• _What this task involves_
Every line below that holds the word "stream" counts once; please tally them and give only the total.

(Saved data entries)
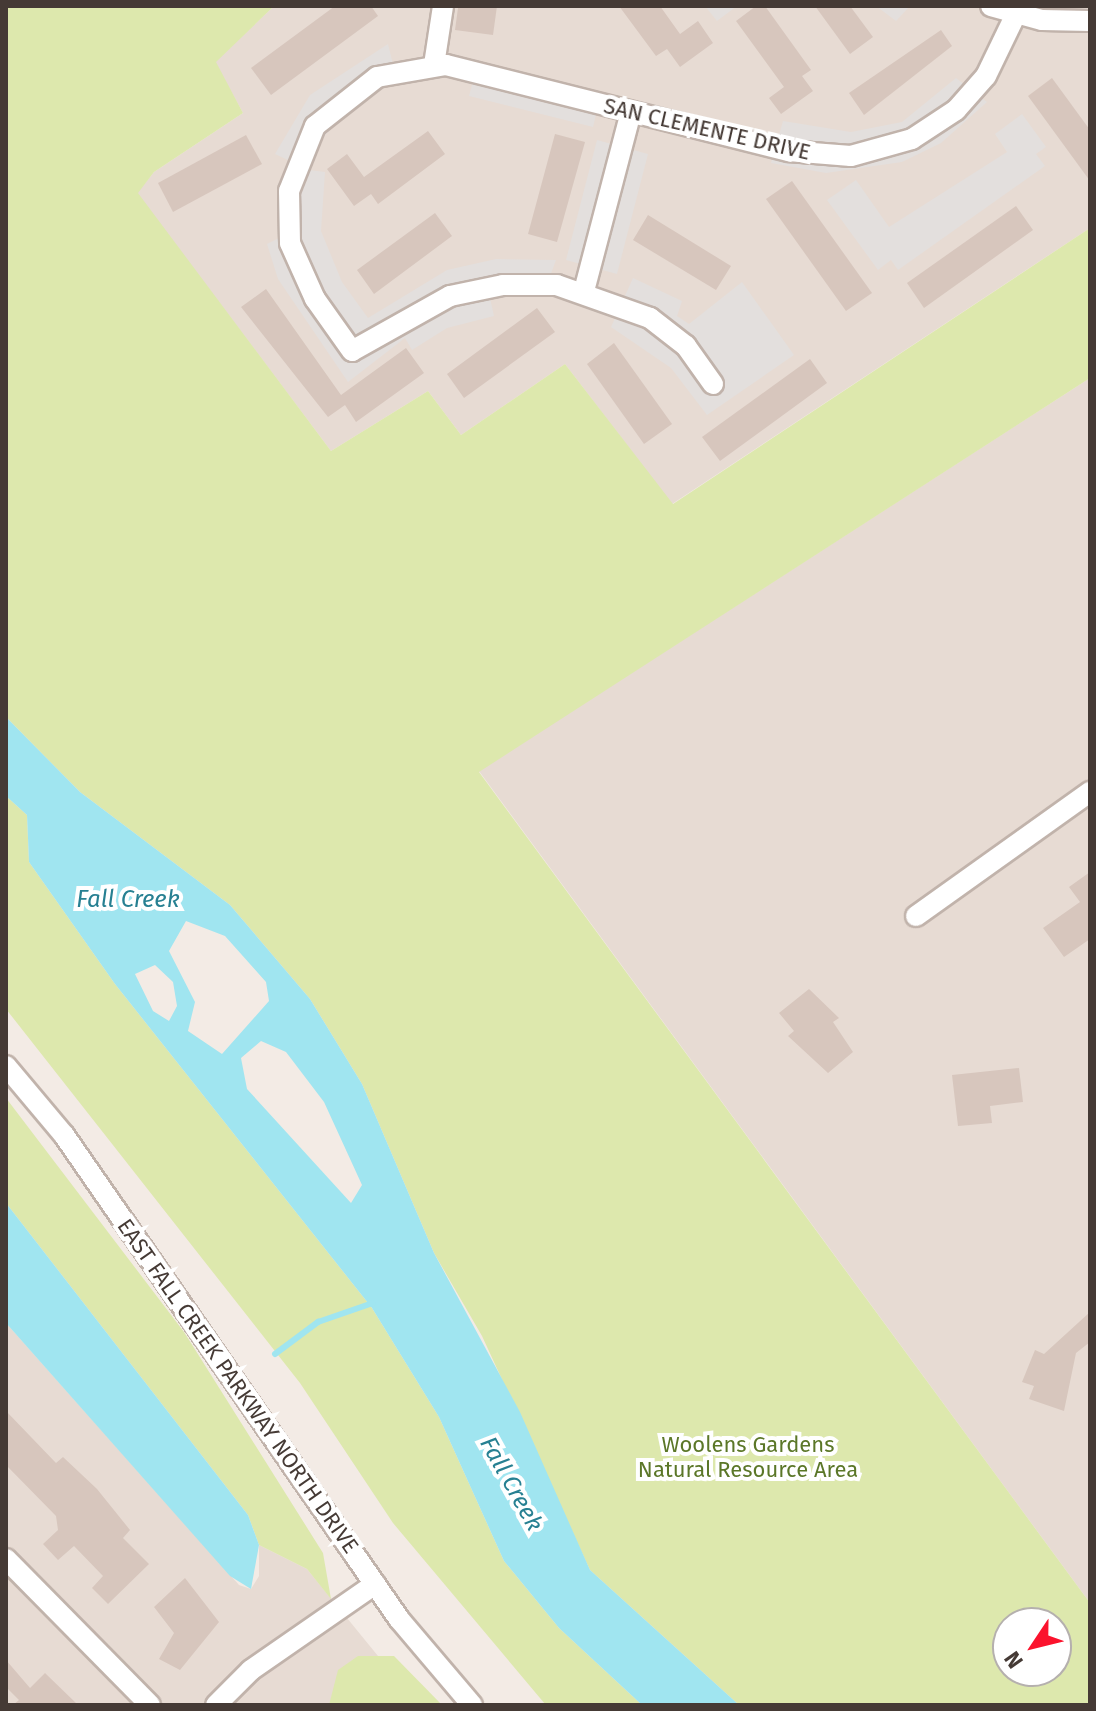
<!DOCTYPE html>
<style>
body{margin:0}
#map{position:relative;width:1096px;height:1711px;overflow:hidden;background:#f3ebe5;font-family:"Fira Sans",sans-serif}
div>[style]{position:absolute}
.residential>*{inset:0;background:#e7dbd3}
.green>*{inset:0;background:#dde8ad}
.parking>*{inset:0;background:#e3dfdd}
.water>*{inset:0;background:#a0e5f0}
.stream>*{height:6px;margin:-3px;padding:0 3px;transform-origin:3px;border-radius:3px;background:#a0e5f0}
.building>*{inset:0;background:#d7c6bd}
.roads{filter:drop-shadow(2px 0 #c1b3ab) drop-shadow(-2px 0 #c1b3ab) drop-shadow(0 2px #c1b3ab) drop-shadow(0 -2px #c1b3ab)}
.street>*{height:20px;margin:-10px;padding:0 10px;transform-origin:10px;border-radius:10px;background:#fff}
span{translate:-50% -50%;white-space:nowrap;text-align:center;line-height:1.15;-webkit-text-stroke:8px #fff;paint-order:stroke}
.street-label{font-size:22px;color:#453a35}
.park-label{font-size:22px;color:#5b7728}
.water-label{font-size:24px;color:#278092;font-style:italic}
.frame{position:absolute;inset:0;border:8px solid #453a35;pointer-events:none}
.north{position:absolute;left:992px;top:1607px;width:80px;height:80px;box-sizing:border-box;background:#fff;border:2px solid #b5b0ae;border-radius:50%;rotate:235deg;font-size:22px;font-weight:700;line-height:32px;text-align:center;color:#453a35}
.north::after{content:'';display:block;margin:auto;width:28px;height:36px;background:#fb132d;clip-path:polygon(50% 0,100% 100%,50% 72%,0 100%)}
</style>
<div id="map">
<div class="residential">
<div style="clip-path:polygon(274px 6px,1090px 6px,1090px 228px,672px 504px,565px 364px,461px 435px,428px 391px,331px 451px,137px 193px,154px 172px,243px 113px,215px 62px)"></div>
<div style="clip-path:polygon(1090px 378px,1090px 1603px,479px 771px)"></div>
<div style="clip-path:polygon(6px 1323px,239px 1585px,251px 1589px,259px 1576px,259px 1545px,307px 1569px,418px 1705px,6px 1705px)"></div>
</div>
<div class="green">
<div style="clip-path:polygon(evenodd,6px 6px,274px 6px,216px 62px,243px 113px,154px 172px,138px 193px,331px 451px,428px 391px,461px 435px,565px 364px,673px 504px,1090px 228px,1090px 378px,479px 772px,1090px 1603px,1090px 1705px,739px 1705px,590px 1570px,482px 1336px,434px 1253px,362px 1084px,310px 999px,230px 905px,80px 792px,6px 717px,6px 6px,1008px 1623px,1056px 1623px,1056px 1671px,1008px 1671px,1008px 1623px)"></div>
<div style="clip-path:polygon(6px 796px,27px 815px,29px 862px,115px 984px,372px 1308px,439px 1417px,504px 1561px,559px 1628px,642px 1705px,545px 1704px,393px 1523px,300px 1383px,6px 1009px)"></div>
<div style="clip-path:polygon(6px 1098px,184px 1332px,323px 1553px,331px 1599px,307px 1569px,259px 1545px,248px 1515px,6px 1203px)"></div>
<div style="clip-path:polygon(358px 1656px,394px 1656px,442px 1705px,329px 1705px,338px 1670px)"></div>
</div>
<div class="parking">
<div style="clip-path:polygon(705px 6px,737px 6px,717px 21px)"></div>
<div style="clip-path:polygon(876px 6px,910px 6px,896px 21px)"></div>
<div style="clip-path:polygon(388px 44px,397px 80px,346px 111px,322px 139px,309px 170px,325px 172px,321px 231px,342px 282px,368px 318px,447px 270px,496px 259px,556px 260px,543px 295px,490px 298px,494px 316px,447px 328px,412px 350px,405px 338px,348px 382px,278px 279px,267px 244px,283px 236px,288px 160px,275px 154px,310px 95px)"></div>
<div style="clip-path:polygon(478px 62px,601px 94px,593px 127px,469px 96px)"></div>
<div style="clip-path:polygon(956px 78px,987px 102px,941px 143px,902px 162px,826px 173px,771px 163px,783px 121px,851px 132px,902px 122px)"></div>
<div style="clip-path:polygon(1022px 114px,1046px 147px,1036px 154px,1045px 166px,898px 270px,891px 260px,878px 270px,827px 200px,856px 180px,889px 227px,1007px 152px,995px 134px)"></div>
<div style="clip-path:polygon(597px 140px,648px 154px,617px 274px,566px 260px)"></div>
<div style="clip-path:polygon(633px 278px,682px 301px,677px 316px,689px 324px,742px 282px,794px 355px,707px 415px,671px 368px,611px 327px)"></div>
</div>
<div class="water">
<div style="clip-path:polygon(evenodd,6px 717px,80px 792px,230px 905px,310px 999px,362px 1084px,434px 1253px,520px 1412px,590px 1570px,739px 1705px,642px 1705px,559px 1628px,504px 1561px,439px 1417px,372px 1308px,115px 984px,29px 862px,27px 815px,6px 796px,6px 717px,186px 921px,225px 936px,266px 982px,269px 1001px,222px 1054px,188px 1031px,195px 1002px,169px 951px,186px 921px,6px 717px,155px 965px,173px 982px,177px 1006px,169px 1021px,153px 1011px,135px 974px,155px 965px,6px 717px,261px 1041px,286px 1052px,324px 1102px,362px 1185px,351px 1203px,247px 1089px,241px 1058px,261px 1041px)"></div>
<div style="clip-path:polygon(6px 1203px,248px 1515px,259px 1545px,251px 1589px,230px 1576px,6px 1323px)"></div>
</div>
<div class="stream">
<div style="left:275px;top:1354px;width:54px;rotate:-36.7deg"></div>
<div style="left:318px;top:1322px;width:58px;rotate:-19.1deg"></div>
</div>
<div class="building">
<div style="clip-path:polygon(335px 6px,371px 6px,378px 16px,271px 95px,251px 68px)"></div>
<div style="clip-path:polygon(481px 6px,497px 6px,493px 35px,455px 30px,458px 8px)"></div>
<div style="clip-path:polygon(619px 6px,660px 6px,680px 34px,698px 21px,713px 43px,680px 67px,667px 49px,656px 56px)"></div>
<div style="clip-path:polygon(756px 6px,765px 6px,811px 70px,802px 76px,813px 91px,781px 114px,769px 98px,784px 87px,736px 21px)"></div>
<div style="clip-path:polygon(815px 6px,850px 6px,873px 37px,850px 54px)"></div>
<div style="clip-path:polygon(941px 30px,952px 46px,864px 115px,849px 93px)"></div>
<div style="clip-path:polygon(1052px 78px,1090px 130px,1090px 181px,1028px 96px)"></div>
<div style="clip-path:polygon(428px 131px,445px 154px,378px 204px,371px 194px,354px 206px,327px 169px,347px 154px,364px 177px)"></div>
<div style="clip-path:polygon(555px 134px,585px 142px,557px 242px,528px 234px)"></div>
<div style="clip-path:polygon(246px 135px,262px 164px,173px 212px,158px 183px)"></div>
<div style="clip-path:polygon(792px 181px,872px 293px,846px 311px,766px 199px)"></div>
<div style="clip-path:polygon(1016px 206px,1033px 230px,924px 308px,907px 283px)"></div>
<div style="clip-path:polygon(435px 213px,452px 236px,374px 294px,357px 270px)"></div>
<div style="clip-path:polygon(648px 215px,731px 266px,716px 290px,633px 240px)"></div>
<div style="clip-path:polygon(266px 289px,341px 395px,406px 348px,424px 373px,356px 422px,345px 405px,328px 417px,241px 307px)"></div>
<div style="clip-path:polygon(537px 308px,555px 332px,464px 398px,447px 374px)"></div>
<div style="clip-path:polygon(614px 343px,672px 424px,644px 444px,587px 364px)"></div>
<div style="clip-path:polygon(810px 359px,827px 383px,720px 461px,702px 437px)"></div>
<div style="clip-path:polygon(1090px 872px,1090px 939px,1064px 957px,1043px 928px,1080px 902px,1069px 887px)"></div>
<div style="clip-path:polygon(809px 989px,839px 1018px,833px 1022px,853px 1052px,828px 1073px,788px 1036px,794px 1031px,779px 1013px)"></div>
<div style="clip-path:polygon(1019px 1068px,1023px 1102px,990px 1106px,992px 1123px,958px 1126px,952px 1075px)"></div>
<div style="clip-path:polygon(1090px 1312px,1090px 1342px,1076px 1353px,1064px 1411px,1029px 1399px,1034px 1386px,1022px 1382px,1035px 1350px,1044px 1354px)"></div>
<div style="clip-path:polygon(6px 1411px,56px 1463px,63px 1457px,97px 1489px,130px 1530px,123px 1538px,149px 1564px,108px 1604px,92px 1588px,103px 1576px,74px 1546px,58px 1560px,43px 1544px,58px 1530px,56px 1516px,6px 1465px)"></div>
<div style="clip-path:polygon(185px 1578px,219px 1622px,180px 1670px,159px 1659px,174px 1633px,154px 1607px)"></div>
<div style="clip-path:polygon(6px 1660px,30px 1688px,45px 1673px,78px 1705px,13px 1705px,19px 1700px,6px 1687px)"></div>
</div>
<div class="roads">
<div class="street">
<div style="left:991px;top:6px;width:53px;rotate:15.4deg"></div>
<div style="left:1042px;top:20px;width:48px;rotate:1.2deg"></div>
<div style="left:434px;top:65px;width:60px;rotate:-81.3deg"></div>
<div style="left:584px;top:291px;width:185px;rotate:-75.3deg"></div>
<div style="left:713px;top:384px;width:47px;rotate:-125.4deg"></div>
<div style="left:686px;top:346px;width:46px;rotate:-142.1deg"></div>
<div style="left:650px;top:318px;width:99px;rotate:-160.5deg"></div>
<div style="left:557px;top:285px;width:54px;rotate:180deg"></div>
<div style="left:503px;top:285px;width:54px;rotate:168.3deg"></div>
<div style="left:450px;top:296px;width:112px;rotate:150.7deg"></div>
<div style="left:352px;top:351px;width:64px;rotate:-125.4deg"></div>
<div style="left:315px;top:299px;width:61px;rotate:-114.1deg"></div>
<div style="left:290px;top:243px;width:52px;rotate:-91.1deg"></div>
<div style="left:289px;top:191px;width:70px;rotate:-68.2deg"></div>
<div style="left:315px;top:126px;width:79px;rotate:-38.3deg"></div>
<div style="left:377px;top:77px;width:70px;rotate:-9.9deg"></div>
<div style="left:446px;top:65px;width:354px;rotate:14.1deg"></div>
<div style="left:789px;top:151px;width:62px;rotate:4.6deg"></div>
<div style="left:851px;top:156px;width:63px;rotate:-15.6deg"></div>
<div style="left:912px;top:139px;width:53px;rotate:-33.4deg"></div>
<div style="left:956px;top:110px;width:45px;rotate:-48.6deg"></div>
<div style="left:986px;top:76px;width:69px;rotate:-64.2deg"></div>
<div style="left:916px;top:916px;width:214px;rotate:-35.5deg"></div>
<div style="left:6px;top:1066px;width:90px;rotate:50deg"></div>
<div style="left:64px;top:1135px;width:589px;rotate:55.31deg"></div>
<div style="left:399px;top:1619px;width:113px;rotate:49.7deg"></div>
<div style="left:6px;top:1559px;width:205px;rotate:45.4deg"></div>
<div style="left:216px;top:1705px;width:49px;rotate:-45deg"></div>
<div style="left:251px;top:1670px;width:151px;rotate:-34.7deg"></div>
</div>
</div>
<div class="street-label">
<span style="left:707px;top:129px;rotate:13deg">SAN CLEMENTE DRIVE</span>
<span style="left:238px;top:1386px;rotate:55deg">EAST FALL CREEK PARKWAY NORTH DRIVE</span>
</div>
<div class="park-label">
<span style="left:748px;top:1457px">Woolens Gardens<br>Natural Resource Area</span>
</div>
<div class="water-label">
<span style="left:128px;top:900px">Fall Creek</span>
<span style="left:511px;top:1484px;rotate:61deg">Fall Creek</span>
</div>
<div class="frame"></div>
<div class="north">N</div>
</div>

• _Written answer_
2